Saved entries
****

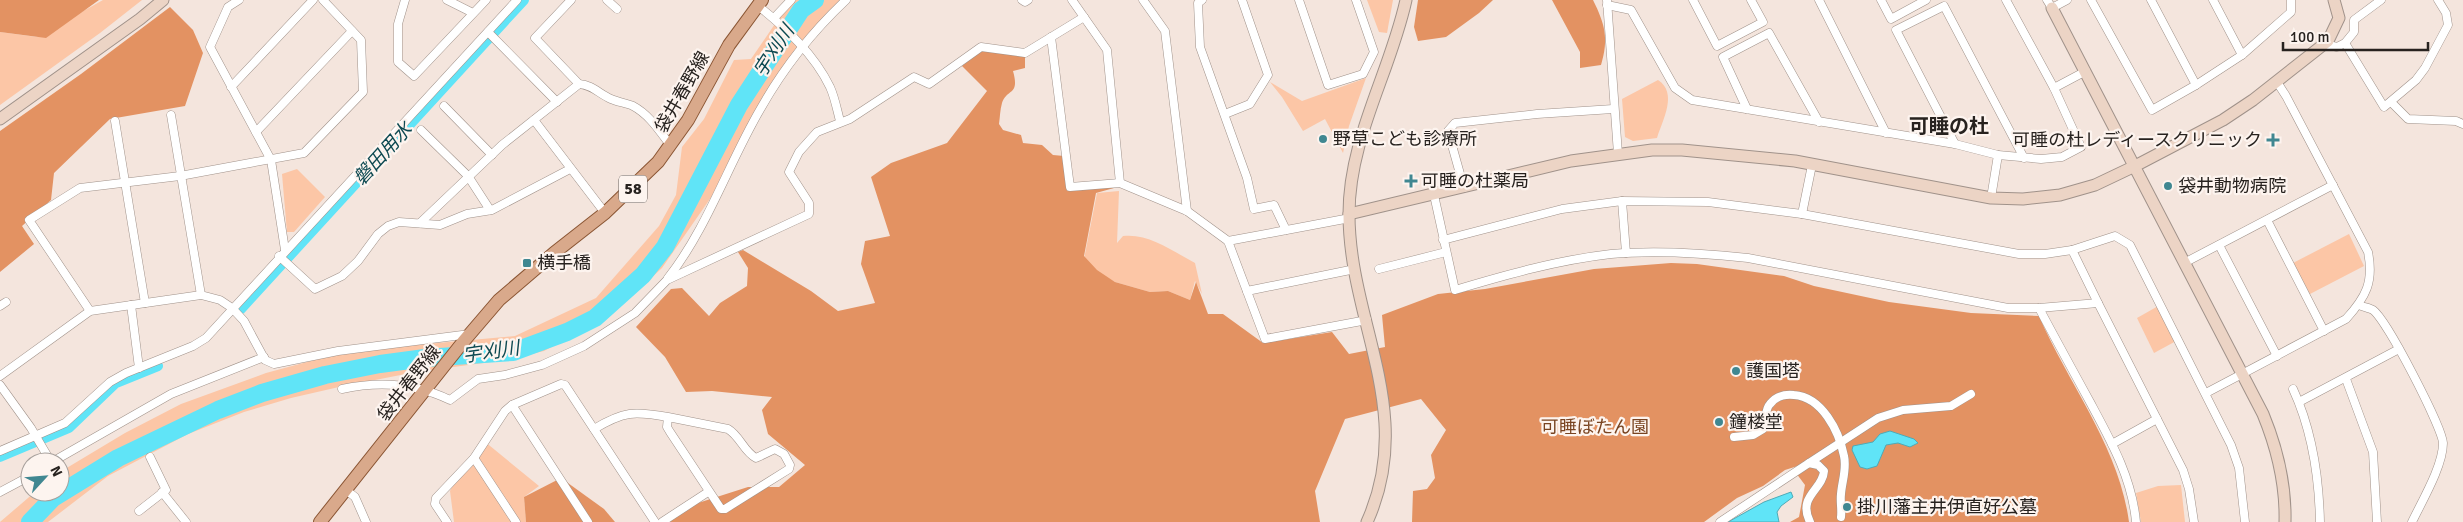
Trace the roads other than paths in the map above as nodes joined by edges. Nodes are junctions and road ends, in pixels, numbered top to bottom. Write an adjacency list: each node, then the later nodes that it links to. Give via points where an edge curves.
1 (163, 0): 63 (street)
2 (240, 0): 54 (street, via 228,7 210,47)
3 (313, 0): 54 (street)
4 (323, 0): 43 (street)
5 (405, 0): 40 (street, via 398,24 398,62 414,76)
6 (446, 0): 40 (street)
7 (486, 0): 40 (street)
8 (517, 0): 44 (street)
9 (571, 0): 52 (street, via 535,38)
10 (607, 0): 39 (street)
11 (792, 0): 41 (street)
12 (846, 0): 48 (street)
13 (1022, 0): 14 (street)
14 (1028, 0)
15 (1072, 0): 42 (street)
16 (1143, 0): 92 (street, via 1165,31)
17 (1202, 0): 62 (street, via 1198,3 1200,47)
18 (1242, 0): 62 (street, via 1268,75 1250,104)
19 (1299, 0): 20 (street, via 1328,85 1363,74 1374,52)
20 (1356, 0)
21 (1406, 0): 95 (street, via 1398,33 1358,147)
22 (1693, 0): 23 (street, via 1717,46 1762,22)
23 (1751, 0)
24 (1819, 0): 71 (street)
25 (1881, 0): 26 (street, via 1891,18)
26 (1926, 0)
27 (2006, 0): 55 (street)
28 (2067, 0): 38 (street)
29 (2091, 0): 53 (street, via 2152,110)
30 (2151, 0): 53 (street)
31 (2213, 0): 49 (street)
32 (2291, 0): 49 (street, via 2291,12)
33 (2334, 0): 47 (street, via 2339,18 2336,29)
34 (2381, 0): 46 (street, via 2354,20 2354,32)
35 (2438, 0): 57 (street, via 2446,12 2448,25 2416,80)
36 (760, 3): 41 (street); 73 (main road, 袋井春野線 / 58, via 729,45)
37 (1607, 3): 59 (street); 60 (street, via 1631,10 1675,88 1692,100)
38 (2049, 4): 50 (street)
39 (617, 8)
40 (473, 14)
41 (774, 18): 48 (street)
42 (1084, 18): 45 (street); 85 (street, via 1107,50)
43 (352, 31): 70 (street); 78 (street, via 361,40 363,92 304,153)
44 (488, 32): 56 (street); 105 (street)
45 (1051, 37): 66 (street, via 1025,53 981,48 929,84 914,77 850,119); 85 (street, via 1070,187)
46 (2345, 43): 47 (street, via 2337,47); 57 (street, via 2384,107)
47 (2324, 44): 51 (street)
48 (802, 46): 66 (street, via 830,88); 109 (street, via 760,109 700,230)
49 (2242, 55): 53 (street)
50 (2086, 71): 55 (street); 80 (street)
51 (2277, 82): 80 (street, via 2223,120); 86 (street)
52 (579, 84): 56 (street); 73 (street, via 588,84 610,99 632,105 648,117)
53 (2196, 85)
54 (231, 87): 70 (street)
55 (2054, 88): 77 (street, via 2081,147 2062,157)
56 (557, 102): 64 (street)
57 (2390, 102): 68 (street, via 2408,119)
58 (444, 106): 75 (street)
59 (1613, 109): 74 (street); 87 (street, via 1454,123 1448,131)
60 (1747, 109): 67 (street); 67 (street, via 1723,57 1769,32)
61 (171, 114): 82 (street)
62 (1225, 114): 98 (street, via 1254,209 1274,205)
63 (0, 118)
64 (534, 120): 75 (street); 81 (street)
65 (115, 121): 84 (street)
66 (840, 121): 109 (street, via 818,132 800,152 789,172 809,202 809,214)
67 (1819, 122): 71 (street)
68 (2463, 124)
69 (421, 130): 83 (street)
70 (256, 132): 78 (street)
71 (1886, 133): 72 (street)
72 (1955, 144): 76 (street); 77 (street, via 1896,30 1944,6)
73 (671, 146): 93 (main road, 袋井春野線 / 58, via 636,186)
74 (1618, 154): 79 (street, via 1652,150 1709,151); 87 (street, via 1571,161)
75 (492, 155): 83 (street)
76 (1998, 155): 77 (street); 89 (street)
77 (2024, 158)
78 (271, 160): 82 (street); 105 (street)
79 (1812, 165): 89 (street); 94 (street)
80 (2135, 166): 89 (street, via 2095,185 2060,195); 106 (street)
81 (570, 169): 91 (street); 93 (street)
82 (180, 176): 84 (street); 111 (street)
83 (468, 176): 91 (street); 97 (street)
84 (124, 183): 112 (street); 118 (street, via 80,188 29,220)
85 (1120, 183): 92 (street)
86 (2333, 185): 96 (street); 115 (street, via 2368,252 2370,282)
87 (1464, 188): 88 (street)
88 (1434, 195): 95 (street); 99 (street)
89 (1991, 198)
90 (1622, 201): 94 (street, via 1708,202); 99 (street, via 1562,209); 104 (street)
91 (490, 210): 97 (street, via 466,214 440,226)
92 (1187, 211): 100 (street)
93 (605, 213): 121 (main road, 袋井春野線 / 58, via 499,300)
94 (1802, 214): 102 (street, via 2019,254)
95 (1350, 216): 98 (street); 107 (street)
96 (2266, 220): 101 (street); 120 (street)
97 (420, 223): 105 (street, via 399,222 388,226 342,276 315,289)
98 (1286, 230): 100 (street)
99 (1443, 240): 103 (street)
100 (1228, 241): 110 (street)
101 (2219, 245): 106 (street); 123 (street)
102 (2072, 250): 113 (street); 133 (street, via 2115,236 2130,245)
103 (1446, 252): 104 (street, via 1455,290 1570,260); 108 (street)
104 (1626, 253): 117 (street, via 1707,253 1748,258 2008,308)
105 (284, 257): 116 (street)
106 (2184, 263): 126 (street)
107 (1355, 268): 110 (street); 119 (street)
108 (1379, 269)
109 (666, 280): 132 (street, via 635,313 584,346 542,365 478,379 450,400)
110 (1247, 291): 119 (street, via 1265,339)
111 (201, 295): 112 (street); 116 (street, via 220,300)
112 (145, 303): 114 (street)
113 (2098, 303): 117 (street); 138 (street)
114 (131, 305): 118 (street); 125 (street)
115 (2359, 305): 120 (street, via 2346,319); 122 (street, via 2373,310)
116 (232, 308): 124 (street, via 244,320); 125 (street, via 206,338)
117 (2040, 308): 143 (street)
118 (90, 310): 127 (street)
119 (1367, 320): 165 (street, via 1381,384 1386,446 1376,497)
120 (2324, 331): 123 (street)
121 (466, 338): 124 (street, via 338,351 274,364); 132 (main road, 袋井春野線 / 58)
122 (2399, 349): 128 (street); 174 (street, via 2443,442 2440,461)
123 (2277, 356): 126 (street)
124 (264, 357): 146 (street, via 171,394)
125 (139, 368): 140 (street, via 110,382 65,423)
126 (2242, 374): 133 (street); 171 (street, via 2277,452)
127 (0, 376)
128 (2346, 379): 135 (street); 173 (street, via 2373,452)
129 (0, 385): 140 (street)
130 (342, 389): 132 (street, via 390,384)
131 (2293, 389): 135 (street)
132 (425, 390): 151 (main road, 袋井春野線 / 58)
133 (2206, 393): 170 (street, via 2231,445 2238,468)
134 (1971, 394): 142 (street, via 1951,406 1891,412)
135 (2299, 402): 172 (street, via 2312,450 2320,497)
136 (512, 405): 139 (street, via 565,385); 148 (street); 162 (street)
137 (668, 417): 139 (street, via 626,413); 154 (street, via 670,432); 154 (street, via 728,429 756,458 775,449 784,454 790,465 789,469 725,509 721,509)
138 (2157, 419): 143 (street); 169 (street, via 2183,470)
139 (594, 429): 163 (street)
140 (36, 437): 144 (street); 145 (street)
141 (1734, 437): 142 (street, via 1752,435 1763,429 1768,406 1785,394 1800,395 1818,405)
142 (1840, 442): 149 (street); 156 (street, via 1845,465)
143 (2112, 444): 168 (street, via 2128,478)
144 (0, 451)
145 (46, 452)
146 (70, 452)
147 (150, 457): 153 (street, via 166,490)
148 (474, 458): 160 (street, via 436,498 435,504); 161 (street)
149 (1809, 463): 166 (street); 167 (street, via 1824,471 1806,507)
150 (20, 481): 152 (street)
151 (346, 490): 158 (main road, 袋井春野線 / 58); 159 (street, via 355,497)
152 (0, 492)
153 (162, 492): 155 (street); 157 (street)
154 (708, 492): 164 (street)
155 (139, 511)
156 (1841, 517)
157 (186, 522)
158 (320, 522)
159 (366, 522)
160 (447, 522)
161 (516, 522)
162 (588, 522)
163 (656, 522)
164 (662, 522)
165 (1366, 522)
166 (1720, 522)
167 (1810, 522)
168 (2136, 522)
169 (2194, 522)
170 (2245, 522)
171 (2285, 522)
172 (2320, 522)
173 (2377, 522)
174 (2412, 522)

****

# INSTRUCTIONS FOR THE TASK:
Scan the records above and count the lines that contain "road". No text besides the count.

# YOUR RESPONSE:
7